TASK BRIEF: Only the lines from the start of the material through the line containing "index mcp: (105, 187)" are to be extracted, exactly as they appear.

====================

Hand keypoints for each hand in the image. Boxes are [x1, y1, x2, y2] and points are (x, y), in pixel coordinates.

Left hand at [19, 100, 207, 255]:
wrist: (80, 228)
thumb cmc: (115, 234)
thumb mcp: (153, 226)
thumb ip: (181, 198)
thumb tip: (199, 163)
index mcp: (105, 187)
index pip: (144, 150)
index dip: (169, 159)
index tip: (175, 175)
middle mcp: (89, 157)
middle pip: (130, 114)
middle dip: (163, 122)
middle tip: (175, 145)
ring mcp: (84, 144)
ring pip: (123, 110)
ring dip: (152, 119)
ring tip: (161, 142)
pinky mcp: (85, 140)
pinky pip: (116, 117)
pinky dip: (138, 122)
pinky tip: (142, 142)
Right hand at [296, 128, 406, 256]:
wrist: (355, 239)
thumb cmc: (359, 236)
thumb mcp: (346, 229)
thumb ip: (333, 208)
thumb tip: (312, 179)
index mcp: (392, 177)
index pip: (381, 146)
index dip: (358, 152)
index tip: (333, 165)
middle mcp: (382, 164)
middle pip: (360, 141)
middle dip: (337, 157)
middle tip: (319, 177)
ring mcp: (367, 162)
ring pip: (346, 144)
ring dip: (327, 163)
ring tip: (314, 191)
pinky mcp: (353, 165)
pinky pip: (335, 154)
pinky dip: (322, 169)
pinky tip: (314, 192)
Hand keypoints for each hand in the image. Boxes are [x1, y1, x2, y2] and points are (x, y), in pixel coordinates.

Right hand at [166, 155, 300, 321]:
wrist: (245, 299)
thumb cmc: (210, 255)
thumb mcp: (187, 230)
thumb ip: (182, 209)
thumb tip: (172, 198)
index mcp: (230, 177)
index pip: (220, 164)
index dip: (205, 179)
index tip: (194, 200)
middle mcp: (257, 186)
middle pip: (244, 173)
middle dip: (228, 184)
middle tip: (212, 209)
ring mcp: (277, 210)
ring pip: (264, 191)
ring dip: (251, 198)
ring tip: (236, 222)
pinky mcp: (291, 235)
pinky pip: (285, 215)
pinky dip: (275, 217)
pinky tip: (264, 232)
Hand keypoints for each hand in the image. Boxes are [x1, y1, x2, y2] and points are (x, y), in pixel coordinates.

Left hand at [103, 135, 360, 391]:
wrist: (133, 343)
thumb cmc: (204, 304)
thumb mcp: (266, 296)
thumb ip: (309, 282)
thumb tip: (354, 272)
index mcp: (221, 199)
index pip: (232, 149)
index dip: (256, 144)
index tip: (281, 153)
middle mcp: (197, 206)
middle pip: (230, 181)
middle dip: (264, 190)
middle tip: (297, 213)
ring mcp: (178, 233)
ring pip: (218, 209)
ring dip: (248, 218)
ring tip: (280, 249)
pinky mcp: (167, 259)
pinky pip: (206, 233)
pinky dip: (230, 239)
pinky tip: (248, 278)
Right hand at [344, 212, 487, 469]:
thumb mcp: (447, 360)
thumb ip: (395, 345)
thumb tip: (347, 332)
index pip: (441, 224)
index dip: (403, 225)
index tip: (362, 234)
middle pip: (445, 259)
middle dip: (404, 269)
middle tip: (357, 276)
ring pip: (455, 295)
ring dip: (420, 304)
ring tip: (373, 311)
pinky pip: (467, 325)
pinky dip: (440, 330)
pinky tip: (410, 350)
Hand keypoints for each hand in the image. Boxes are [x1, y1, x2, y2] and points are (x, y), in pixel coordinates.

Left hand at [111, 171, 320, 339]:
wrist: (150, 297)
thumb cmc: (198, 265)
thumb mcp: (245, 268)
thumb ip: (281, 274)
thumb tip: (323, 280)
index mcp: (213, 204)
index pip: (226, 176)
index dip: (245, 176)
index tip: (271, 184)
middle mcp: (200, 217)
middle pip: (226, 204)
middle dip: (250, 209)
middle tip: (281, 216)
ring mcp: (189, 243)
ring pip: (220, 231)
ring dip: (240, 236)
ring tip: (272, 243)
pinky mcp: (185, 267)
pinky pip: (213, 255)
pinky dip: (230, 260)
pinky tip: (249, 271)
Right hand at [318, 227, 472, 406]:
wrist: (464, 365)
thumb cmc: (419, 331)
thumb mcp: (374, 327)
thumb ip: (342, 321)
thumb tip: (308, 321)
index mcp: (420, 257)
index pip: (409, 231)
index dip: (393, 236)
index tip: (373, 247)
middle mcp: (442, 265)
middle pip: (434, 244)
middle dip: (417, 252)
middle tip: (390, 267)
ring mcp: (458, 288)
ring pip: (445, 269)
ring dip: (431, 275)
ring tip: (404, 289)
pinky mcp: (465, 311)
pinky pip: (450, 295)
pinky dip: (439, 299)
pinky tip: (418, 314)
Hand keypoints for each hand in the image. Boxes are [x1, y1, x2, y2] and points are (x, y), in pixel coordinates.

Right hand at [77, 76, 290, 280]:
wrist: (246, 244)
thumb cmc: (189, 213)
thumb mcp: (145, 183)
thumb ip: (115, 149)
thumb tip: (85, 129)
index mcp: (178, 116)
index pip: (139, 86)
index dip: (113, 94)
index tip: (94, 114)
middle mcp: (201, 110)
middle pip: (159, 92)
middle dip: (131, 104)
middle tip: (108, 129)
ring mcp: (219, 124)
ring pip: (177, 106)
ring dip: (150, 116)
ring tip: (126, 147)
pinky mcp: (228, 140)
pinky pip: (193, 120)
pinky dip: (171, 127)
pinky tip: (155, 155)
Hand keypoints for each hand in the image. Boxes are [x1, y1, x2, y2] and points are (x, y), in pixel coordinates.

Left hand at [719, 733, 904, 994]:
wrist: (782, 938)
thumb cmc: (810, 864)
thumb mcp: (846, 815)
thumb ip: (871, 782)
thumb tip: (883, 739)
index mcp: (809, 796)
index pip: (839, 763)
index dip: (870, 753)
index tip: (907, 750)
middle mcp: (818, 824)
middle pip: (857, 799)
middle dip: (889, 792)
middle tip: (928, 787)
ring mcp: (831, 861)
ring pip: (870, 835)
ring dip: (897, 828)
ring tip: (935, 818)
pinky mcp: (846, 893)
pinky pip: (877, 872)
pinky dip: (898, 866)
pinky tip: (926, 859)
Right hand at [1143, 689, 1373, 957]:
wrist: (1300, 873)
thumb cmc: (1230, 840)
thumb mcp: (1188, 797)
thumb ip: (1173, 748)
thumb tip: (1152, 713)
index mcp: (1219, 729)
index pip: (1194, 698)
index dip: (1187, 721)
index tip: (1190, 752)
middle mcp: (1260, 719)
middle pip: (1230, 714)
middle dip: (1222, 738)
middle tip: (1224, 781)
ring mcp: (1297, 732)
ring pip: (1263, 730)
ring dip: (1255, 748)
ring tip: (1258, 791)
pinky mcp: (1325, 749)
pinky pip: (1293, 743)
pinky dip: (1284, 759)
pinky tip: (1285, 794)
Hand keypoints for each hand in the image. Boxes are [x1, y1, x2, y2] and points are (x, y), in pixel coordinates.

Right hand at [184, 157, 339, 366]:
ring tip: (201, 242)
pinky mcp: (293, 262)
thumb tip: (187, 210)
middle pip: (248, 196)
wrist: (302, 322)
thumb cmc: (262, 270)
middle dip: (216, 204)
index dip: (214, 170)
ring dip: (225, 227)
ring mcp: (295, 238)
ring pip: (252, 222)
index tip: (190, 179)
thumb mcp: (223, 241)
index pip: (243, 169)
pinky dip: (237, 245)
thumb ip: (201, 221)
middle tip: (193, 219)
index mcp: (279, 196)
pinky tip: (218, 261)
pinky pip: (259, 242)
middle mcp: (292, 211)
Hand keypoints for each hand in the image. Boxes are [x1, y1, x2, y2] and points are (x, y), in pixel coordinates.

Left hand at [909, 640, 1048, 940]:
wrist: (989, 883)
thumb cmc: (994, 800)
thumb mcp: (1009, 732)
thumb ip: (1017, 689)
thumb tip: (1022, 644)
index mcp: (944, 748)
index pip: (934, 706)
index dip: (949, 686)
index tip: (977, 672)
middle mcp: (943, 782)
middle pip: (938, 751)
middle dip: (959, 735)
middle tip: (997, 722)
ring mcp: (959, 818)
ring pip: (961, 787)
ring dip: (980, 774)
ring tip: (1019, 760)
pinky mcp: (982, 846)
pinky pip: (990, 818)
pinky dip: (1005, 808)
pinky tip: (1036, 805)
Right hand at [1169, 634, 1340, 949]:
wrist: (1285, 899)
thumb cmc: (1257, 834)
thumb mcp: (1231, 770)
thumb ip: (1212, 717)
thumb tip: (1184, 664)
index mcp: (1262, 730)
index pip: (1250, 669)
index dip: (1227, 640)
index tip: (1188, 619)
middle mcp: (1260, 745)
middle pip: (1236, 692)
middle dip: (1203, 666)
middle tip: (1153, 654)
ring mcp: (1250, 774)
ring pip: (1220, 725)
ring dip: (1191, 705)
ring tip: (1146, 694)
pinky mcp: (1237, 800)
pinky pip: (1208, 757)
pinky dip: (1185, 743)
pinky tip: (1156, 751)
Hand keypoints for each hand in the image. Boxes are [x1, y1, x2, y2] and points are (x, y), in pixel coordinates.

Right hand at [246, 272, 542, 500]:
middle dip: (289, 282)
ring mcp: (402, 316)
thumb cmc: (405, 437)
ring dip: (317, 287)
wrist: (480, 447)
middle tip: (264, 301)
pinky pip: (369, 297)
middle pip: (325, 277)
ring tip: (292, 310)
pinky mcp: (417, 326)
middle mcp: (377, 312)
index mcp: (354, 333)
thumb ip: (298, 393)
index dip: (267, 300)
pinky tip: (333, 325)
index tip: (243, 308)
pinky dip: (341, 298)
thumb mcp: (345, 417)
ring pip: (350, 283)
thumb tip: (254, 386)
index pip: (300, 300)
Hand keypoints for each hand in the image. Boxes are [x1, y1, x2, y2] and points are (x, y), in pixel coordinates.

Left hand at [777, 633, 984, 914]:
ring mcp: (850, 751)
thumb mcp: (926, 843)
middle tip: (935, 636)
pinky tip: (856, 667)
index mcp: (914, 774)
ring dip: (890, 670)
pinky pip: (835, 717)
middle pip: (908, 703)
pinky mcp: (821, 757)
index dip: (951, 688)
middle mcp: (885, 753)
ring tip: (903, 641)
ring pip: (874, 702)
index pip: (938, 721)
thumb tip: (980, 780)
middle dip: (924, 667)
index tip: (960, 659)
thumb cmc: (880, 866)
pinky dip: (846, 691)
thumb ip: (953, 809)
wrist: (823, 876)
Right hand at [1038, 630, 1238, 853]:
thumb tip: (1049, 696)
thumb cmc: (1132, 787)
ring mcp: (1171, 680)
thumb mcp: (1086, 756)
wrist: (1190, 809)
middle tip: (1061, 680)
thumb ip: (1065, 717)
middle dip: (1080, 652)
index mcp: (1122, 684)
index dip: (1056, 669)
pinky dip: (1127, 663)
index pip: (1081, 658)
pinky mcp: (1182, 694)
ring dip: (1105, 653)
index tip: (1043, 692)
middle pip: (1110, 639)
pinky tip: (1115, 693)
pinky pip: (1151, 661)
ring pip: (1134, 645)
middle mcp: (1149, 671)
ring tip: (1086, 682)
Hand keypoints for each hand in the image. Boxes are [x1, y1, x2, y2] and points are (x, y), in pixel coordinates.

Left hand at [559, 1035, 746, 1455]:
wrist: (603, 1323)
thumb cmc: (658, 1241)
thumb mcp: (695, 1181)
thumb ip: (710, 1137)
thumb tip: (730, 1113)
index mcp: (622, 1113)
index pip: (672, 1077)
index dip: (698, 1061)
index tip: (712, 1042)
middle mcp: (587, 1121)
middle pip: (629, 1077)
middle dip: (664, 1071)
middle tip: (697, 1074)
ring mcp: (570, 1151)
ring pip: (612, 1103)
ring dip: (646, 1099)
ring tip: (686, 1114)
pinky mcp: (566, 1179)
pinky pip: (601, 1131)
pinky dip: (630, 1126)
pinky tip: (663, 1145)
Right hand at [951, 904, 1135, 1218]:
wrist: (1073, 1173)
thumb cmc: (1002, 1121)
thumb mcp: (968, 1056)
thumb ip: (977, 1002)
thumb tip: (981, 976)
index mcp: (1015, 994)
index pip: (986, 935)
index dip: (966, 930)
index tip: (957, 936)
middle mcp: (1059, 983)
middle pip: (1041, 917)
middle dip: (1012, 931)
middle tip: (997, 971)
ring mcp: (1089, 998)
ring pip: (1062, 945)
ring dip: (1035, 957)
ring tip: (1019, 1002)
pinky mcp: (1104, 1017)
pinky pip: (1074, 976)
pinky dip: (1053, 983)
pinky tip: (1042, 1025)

====================

EXERCISE SOLUTION:
Hand keypoints for each hand in the image. Boxes are [x1, y1, x2, y2] and points are (x, y), in pixel coordinates.

Left hand at [19, 100, 207, 255]:
wrist: (80, 228)
thumb cmc: (115, 234)
thumb mcp: (153, 226)
thumb ip: (181, 198)
thumb tip: (199, 163)
index mcp: (105, 187)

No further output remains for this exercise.